Perhaps this relates to an increase in the demand for the diagnosis of ADHD in younger people (there is now ‘unprecedented’ demand for ADHD and autism testing through the NHS, according to a British Medical Journal article by K Lang in 2024). The rise of smartphones, social media, short-form content such as YouTube and constant stimulation from even shorter content such as TikTok seems to correlate. For adults, the decline is similar: 12-20 minutes in the 2000s; 8-12 minutes in the 2010s and 3-8 minutes in the 2020s.

Bored secondary school boy at a desk.
Teaching methods must adapt to keep students engaged.

It’s not as simple as I’ve suggested; structured settings such as reading a book or watching a film are positive exceptions to the above. The report goes into excellent detail and is worth reading for any teacher. I enjoyed reading about the key factors that may well have contributed to these changes, which are not limited to TikTok!

I think ‘technology overload’ is a good term as it doesn’t place the blame on the user, particularly because users are disadvantaged by the robust use of psychology behind the interface. We can’t help ourselves because we’re hard-wired to get sucked into such engaging content that is individualised to us.

Addressing engagement in the classroom

Teachers can enable good progress by working with this to create engaging lessons. Breaking up longer tasks by using checkpoints (‘by half-past we’ll have mastered this’), countdown timers, mini-challenges like ‘beat the teacher’ and clear measures of progress every five minutes will help students to feel a sense of progress. Reducing cognitive load by providing printed scaffolded tasks helps pupils with lower literacy levels, potentially providing model responses for later tasks for all pupils too.

Teaching in smaller groups makes it easier to help students link content to their everyday lives or hobbies. Considering alternative ways for students to demonstrate their understanding, such as mind maps, bullet points or even recording audio responses can be highly engaging. Short film clips followed by some movement (such as an opinion line where students line up to show their opinion on a statement) can break up tasks well.

Adapting to the modern world

Adults may feel they’re winning by juggling shared calendars, WhatsApp groups and curating our own content, but in reality, we’re all chaining ourselves to more and more drains on our attention.

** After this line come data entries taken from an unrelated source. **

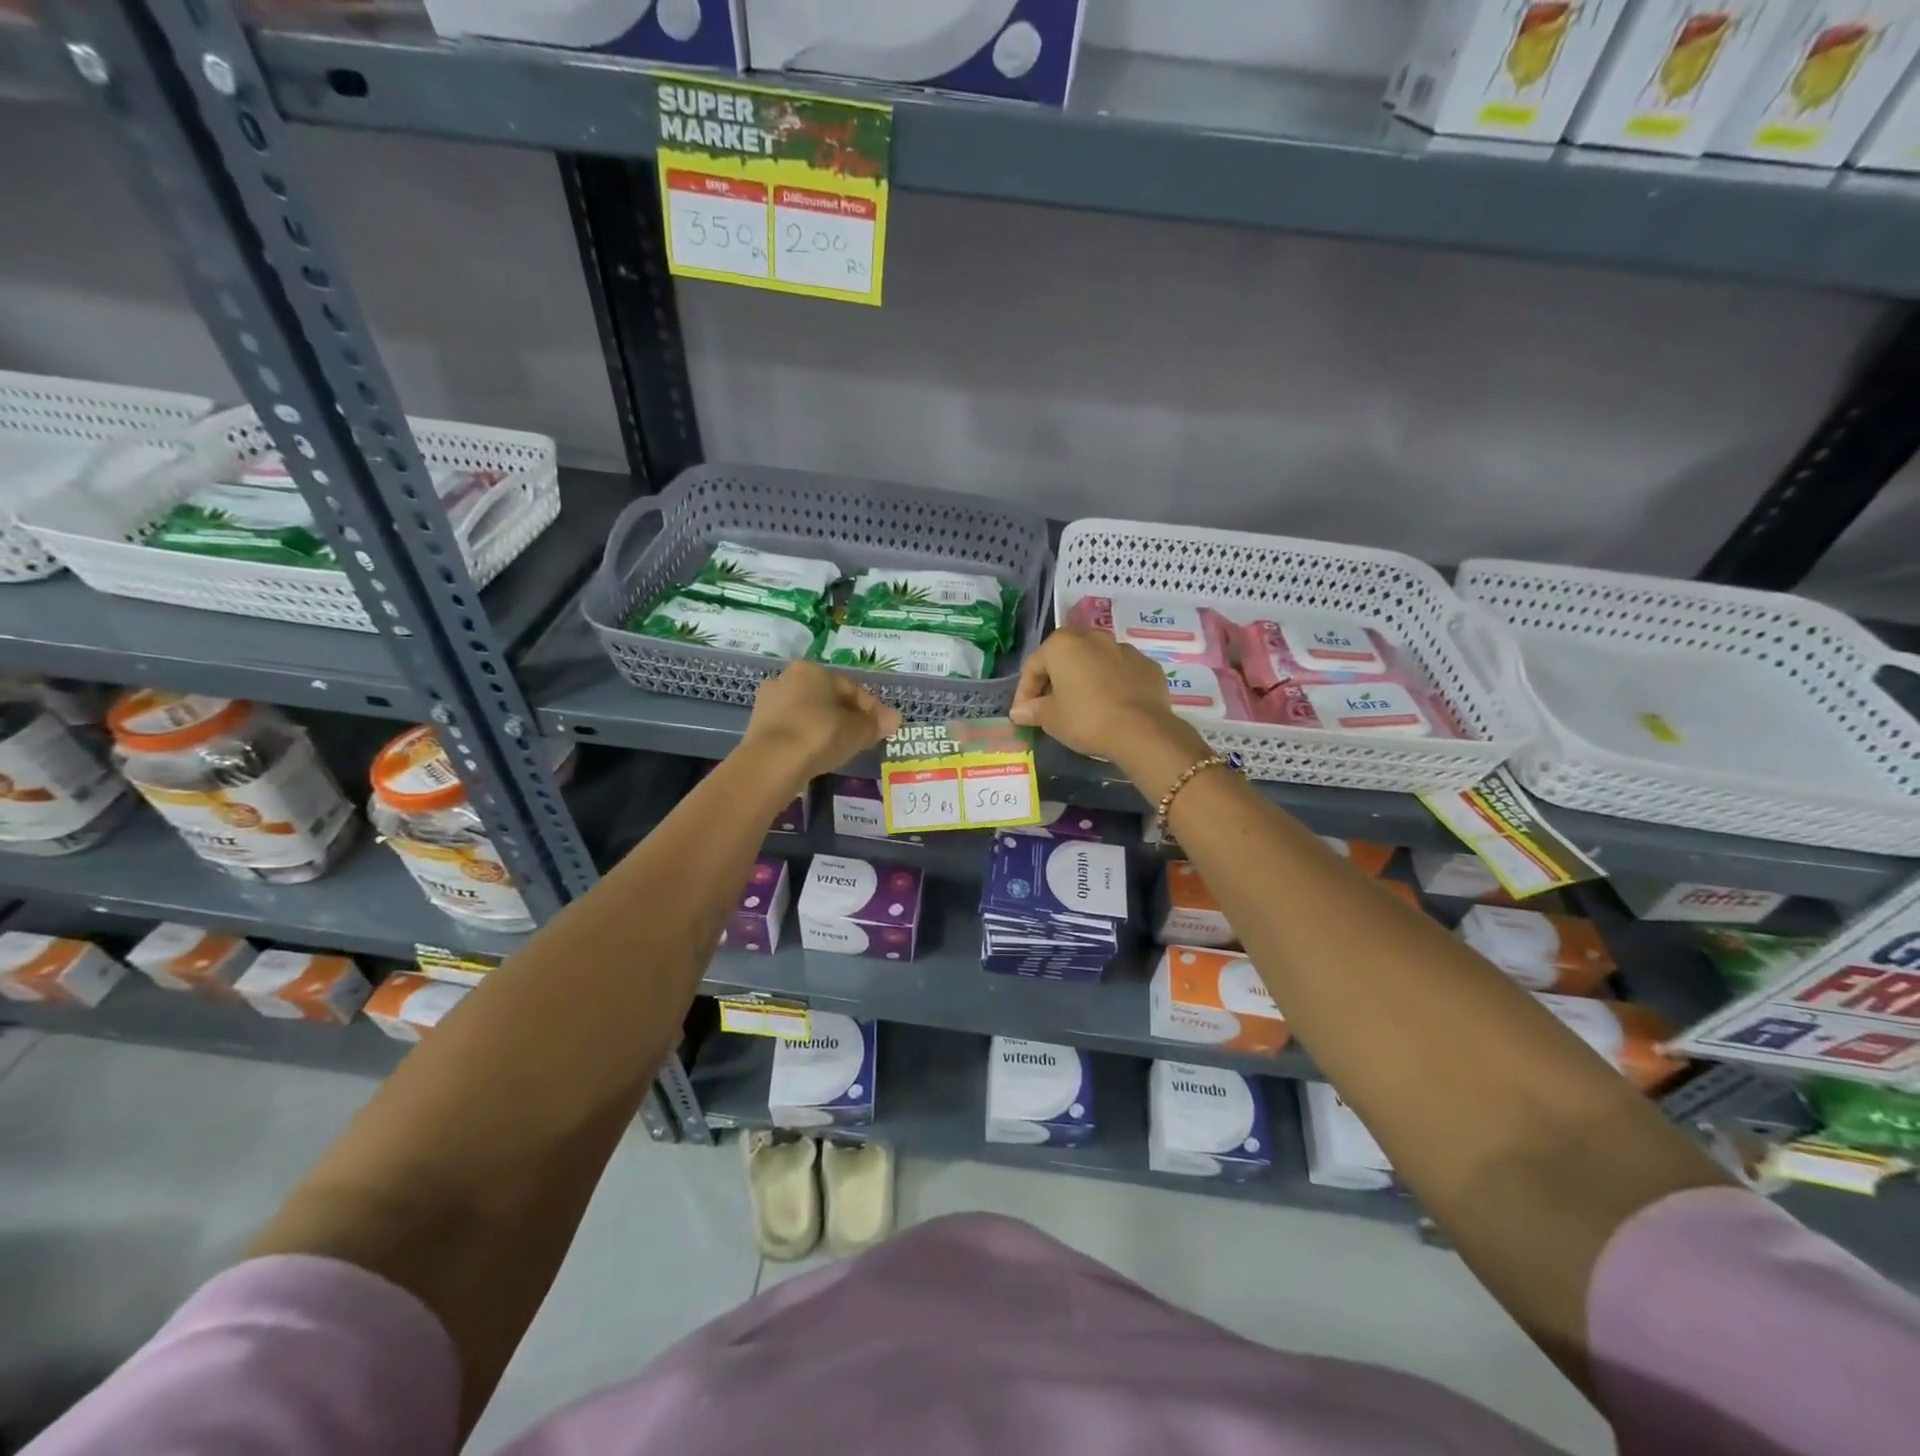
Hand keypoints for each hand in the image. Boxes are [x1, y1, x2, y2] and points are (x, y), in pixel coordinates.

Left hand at [742, 660, 900, 787]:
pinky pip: (792, 730)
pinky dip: (806, 739)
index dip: (870, 709)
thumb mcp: (857, 730)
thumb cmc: (819, 735)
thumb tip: (894, 719)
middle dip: (846, 717)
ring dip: (825, 728)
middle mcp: (786, 678)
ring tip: (841, 750)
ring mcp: (768, 703)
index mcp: (811, 670)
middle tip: (863, 740)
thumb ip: (876, 723)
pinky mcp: (757, 727)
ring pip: (808, 714)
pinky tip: (816, 756)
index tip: (881, 728)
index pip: (849, 688)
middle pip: (827, 700)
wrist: (771, 763)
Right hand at [1010, 628, 1200, 766]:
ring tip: (1083, 707)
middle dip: (1055, 681)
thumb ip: (1033, 710)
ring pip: (1095, 662)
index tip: (1024, 715)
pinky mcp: (1147, 665)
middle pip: (1065, 658)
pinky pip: (1120, 673)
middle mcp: (1093, 637)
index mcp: (1063, 644)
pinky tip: (1111, 707)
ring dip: (1084, 680)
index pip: (1033, 666)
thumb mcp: (1051, 719)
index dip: (1024, 693)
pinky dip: (1112, 685)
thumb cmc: (1085, 719)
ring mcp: (1124, 649)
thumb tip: (1018, 712)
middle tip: (1051, 708)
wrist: (1141, 731)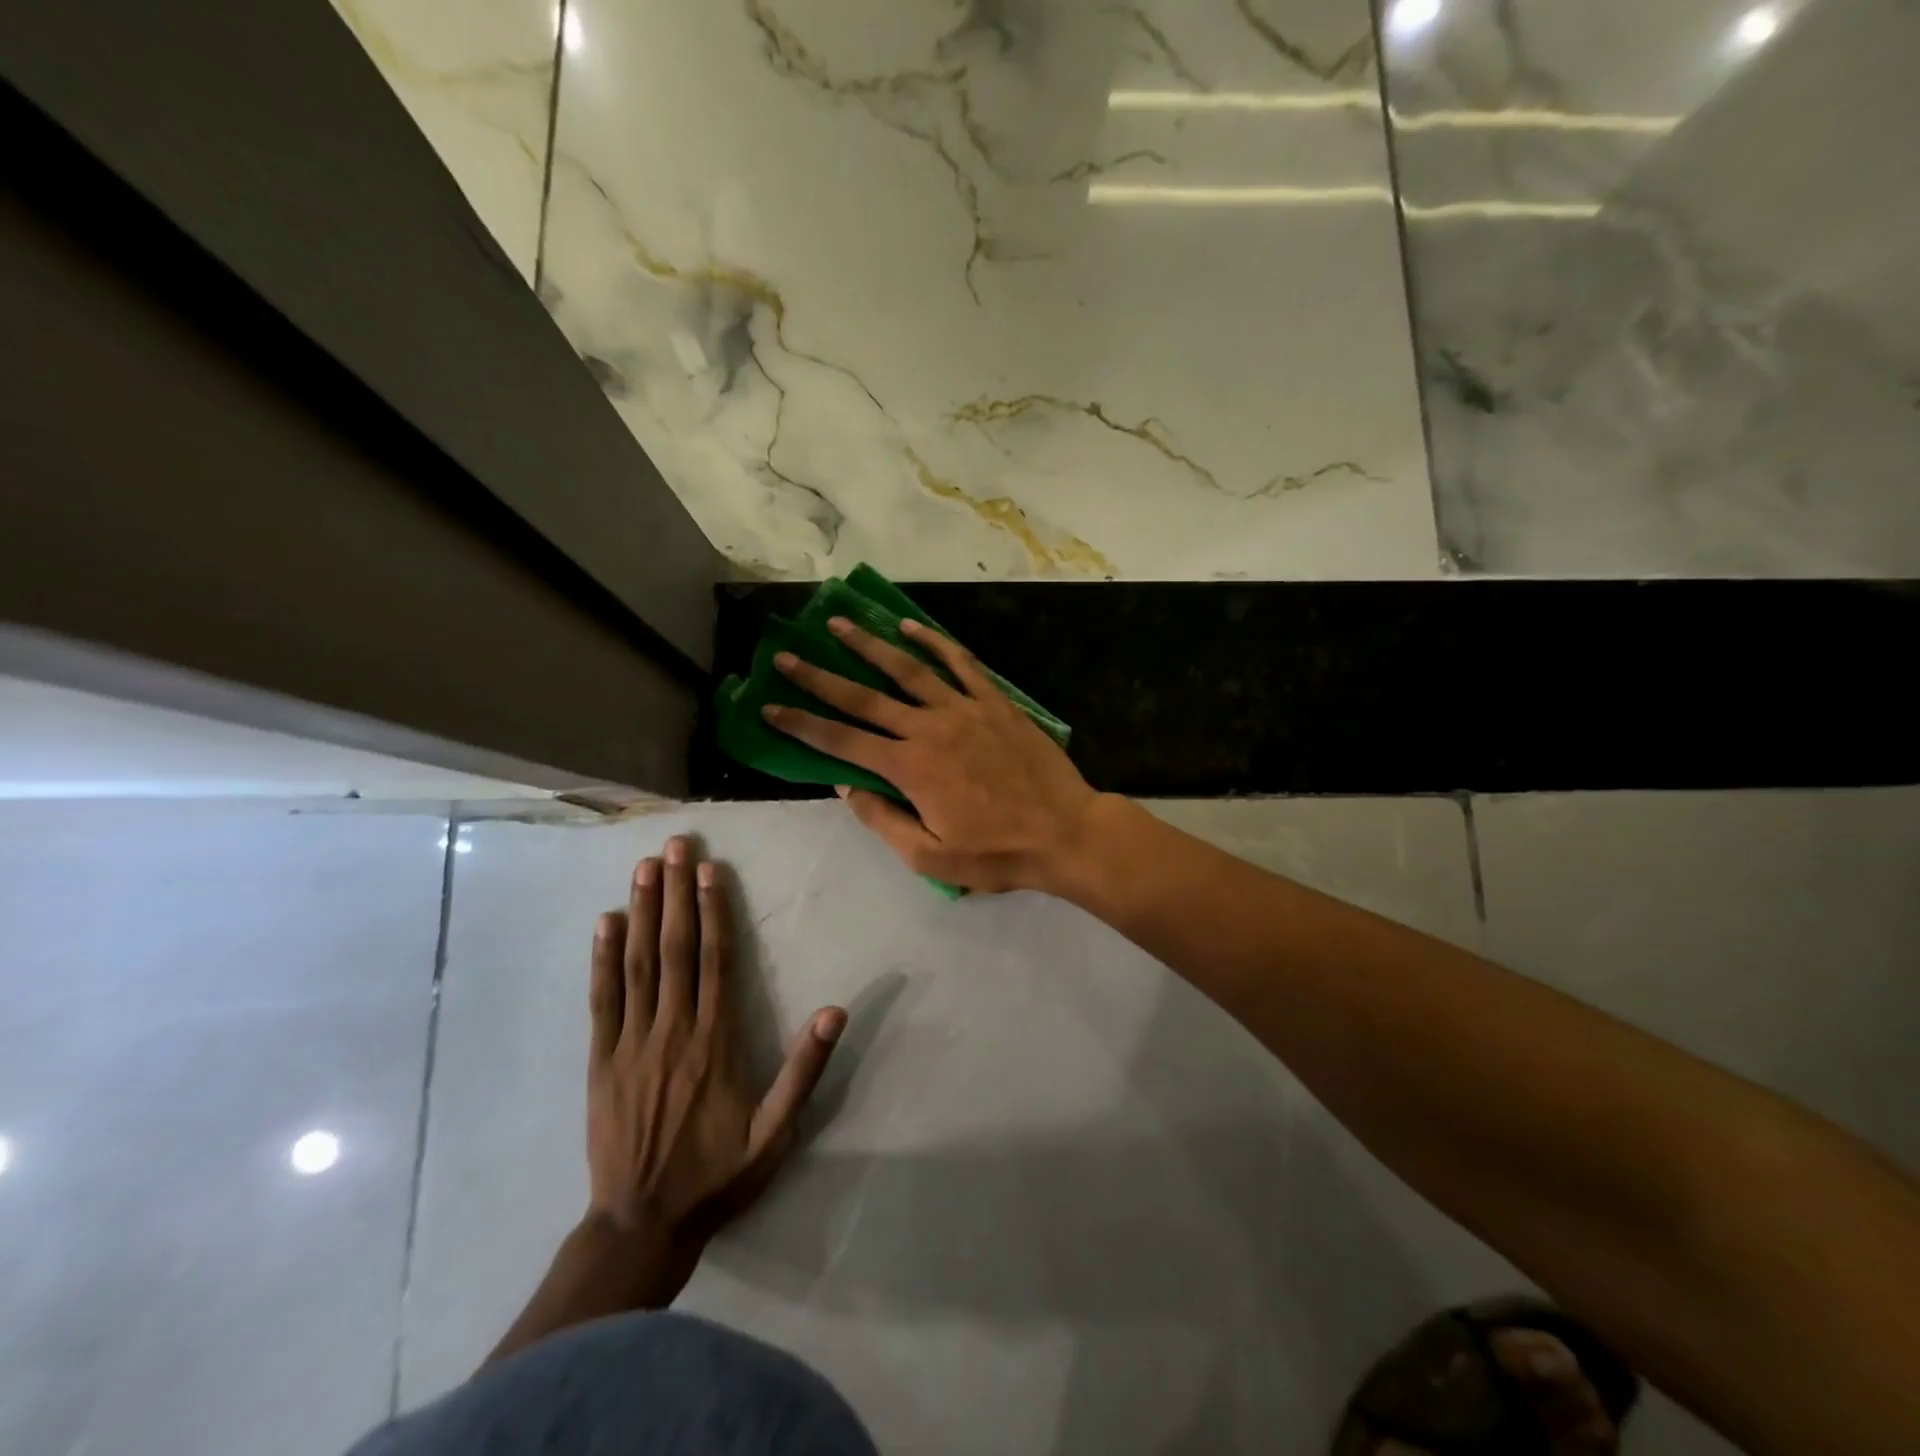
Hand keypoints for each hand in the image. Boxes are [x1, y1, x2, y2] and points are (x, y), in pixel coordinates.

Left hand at [588, 836, 844, 1243]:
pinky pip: (603, 1000)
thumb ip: (805, 1070)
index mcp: (716, 1041)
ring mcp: (632, 1043)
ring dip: (641, 911)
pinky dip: (603, 959)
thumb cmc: (717, 1174)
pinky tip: (605, 924)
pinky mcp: (601, 1060)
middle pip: (675, 949)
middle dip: (674, 893)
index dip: (712, 911)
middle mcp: (673, 1030)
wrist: (642, 1224)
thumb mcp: (777, 1132)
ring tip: (643, 868)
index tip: (710, 870)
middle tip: (675, 847)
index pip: (716, 960)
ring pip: (639, 964)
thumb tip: (834, 1012)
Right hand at [763, 616, 1104, 892]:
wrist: (1065, 832)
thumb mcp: (931, 858)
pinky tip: (910, 626)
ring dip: (870, 646)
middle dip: (820, 677)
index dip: (801, 725)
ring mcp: (964, 709)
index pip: (842, 742)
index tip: (769, 706)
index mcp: (909, 769)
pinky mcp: (994, 701)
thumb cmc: (997, 853)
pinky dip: (933, 642)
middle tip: (787, 656)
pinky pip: (960, 663)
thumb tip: (846, 786)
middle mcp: (928, 729)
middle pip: (864, 697)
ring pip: (907, 670)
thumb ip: (883, 820)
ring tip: (839, 624)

The King’s College report highlights an increase in stress and fatigue, with the demands of modern life making sustained concentration harder. I think that leads to people taking ‘just a few minutes’ out to go onto social media, which then turns into half an hour (I’m definitely not talking from experience, honest). This in turn links to other researchers like Gloria Mark, who suggests that our attention isn’t necessarily shrinking but rather being fragmented due to constant digital interruptions.

It’s clear to me that critical thinking is an essential part of modern living. It’s not new, of course, and it could be technology overload (and even that’s not new – listen to ‘Nobody Home’ by Pink Floyd and empathise with the line ‘I’ve got 14 channels of shit on the TV to choose from’) but teachers need to understand what’s happening. Children can be trained to think critically and I think they should be, certainly in order to get the most out of their own education and lived experiences.

Together, I think my family will do well to keep on talking. We’ll help each other to navigate life’s complexities and collaborate. I don’t want to leave that sort of thing to TikTok.

Martin Ridley is Head of Citizenship and International Coordinator at St Peter’s Catholic School in Bournemouth.